It’s not that we worried about his lack of desire to read. We just couldn’t help but project ourselves onto him. How could he not love reading? I mean, as academics, what else do we do? We’ve always been avid readers, at least that’s how we remember our childhoods, and naively we’ve had some expectation that our son would quickly take to reading and immerse himself in books. And I was one of those crazy mothers who read to him from day one! Although we tried very hard not to pressure him, our son must have picked up on our unexpressed expectations. He was hostile any time we suggested that he read aloud to us. And, full disclosure, our expectations had perhaps been unrealistic because our son attends a French immersion school and as such has the double duty of learning to read in French at school and in English at home. However, it’s been amazing to see how the decoding skills have transferred from one language to the other. By the middle of first grade he could read equally well in both languages; he just didn’t seem to enjoy it either way.

My husband and I both see another a side of us in our son, and this may be part of why he was so stymied by reading. For better or worse, like us he is a chronic perfectionist. From conversations I’ve had with other academic parents, it seems that lots of our kids share this trait.
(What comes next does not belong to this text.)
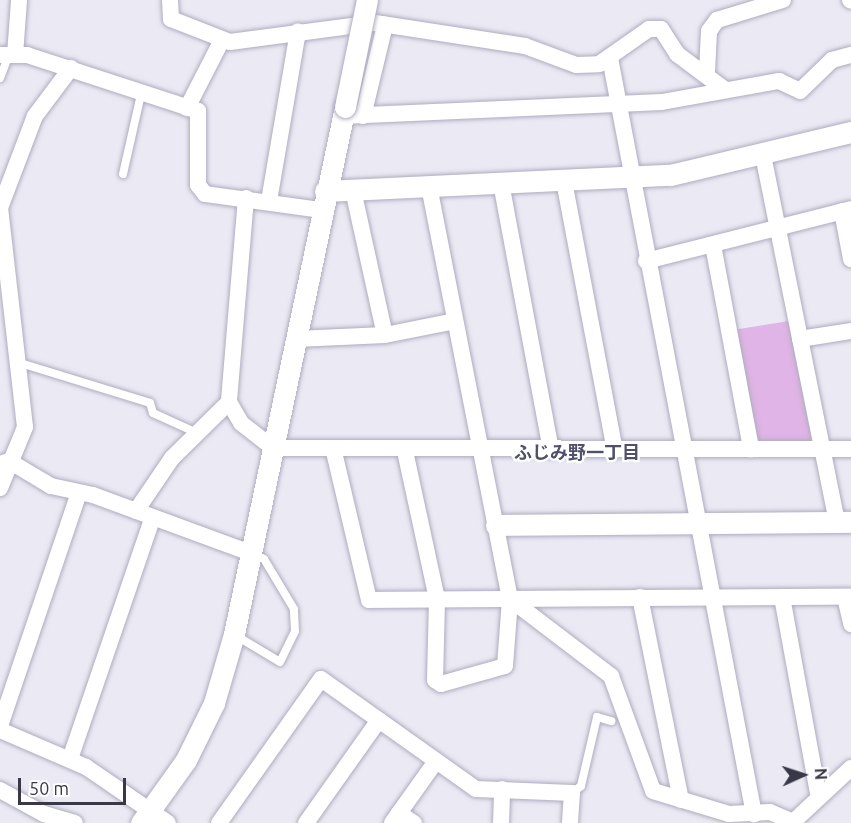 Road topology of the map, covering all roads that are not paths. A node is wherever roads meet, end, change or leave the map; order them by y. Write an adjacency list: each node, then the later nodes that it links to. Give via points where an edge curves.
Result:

Sometimes this means our children do very careful, meticulous work, but other times they find themselves frustrated by the inability to live up to their own expectations. The pressure to excel comes not from external sources like teachers or parents, but from within themselves. Our son will spend all of the time allotted for a particular class activity carefully coloring every blade of grass in a picture, then not have enough time to finish the assignment. But he will have been working guided by his internalized vision of what the completed project should look like. Similarly, in reading aloud he would focus so hard on a particular word that the meaning of the sentence was lost. If we’d gently offer to help, he’d become angry with himself that he couldn’t do it alone and give up.

We’ve had wonderful guidance from our son’s teachers since kindergarten. They weren’t at all concerned, and pointed out that boys usually lag behind girls in reading proficiency at first. So we backed way off, encouraged and praised every attempt, and read aloud to him several times a day (everything but the underwear books, that is). His teachers predicted that the magic transition to being a self-motivated reader would happen halfway through second grade. And voila! Teachers really know kids.

Now the bald guy in white briefs and all the books about him are welcome in our house! And I’m so pleased that I can’t edit anymore when I read lines of colorful language aloud to my son: “That says ‘fart’, Mom, not ‘toot’!” Sigh!